**YOUR TASK**.
The required result is a line count: how many lines in this data hold the word "bridge". Give only that.

====== RECORDS PROVIDED

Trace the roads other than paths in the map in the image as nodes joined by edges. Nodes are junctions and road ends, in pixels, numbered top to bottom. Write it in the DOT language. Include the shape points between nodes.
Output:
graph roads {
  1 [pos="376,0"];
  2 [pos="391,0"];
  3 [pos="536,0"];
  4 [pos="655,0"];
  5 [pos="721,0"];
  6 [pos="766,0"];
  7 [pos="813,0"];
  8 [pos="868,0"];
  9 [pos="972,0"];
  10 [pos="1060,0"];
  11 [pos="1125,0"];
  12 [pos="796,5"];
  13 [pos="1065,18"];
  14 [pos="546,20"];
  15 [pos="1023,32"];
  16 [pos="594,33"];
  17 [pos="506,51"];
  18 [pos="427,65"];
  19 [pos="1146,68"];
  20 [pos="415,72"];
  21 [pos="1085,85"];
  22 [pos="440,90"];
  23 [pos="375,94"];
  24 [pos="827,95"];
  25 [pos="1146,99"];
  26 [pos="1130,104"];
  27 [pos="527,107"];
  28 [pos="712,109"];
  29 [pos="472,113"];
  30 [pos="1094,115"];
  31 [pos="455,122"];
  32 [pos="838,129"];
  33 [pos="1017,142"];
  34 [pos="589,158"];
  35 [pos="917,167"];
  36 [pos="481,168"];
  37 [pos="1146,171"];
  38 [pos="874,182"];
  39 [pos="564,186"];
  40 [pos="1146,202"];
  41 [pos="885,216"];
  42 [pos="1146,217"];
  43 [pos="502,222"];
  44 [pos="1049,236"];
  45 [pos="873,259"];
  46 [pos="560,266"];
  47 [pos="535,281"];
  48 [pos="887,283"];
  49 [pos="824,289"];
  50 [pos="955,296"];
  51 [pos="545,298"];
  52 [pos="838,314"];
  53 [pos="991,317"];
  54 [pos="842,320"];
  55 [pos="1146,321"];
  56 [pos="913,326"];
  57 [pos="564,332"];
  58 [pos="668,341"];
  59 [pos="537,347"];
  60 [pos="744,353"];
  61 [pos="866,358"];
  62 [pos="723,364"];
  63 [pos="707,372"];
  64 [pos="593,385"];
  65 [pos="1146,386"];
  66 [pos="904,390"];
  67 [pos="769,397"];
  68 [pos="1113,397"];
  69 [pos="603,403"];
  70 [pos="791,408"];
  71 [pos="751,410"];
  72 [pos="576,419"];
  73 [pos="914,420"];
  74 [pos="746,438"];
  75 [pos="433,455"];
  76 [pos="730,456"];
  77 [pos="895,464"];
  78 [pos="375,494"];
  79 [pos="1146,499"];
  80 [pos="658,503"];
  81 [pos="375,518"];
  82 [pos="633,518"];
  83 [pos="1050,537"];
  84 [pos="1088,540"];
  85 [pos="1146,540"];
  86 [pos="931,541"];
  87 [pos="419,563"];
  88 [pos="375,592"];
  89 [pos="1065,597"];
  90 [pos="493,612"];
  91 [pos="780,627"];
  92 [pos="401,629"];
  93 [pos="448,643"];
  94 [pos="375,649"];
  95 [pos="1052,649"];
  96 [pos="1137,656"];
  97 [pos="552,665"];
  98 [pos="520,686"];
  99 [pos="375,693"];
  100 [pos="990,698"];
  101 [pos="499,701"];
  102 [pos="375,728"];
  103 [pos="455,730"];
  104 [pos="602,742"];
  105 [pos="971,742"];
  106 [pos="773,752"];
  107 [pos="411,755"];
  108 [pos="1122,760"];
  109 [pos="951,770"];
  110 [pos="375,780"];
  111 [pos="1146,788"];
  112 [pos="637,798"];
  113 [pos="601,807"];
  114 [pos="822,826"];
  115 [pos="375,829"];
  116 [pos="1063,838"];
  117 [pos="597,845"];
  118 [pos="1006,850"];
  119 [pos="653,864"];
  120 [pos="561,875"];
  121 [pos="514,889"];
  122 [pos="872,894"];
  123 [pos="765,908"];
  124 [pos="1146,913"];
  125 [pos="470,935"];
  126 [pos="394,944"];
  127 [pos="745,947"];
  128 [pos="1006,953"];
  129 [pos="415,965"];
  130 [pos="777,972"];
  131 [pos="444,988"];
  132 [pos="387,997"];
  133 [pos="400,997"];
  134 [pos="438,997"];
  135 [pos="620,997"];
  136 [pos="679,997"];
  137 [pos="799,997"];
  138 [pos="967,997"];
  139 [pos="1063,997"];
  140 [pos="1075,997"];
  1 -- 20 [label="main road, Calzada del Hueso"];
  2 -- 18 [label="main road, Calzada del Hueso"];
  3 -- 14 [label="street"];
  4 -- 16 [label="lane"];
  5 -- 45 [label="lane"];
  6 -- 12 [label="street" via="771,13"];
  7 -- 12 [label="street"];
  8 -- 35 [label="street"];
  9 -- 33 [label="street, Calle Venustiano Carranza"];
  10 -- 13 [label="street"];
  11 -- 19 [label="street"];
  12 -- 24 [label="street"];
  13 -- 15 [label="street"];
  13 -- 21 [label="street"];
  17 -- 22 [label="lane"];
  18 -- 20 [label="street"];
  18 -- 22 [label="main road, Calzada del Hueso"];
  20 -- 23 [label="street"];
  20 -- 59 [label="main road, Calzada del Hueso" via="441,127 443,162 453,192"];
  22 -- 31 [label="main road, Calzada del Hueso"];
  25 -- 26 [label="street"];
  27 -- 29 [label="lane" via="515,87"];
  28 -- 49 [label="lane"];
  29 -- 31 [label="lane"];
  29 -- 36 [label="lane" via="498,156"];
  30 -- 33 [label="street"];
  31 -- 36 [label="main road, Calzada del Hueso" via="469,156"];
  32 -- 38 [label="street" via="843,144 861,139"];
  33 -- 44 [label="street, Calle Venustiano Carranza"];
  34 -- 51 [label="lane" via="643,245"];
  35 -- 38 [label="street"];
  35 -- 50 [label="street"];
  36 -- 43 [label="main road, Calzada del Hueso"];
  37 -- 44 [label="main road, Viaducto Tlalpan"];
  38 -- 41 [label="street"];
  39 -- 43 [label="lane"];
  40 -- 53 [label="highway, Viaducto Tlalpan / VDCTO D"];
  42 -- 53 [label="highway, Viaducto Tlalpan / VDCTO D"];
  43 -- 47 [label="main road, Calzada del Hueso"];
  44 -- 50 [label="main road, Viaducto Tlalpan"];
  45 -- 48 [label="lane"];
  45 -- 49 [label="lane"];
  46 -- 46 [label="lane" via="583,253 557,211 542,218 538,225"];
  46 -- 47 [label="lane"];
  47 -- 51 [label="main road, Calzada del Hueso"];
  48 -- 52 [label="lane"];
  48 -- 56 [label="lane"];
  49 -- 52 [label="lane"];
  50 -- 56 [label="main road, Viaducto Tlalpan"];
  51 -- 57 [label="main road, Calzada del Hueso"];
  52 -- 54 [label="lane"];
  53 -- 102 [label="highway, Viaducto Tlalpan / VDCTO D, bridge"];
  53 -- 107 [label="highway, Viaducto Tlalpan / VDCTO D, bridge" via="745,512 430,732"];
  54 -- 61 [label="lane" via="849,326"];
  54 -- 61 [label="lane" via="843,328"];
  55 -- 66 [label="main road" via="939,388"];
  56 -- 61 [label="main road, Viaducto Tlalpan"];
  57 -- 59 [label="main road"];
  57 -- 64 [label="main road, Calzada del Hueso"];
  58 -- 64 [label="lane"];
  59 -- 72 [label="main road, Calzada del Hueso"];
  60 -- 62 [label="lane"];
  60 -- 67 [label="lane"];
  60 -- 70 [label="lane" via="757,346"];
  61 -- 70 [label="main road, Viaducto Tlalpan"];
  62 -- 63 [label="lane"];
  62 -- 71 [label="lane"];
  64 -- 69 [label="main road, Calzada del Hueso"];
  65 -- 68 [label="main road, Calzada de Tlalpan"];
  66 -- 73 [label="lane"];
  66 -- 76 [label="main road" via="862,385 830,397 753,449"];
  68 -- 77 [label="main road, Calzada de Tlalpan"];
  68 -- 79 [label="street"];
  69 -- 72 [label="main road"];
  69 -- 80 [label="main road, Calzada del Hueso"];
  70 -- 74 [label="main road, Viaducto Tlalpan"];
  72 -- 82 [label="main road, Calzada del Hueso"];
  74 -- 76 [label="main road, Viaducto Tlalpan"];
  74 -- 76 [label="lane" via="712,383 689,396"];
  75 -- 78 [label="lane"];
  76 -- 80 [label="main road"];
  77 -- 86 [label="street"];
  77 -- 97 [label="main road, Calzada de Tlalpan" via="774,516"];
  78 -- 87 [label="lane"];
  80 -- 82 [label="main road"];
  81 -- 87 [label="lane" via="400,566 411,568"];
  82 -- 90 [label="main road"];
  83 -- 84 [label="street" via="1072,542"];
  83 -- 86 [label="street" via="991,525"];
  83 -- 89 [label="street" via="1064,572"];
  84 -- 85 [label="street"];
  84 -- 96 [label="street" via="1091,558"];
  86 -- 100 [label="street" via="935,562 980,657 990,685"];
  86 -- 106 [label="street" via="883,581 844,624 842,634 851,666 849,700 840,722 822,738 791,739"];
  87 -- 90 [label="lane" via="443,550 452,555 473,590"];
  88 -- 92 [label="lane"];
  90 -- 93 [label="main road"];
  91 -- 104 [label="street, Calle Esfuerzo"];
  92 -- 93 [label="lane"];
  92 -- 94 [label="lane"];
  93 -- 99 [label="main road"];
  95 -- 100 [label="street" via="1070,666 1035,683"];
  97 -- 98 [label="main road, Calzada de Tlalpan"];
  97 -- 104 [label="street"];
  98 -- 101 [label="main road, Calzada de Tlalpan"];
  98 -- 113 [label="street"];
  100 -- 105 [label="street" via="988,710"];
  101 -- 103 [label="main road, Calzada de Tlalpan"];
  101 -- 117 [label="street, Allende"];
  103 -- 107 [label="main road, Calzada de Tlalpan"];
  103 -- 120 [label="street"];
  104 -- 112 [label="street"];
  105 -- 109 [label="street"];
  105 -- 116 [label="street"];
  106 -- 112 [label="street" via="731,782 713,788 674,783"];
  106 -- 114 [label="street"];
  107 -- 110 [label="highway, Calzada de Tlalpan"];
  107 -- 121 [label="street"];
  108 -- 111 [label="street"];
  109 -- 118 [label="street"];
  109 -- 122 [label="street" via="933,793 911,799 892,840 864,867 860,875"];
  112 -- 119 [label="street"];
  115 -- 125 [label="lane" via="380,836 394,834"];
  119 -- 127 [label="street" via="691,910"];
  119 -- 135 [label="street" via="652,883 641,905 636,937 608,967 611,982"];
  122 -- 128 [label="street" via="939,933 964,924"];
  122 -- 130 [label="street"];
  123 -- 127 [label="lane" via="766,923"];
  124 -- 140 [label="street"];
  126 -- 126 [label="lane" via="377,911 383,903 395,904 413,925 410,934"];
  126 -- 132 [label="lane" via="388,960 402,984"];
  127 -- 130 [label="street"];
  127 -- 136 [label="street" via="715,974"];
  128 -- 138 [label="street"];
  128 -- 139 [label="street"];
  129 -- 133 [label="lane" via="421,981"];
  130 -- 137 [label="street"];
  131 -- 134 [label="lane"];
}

============

**YOUR SOLUTION**.
2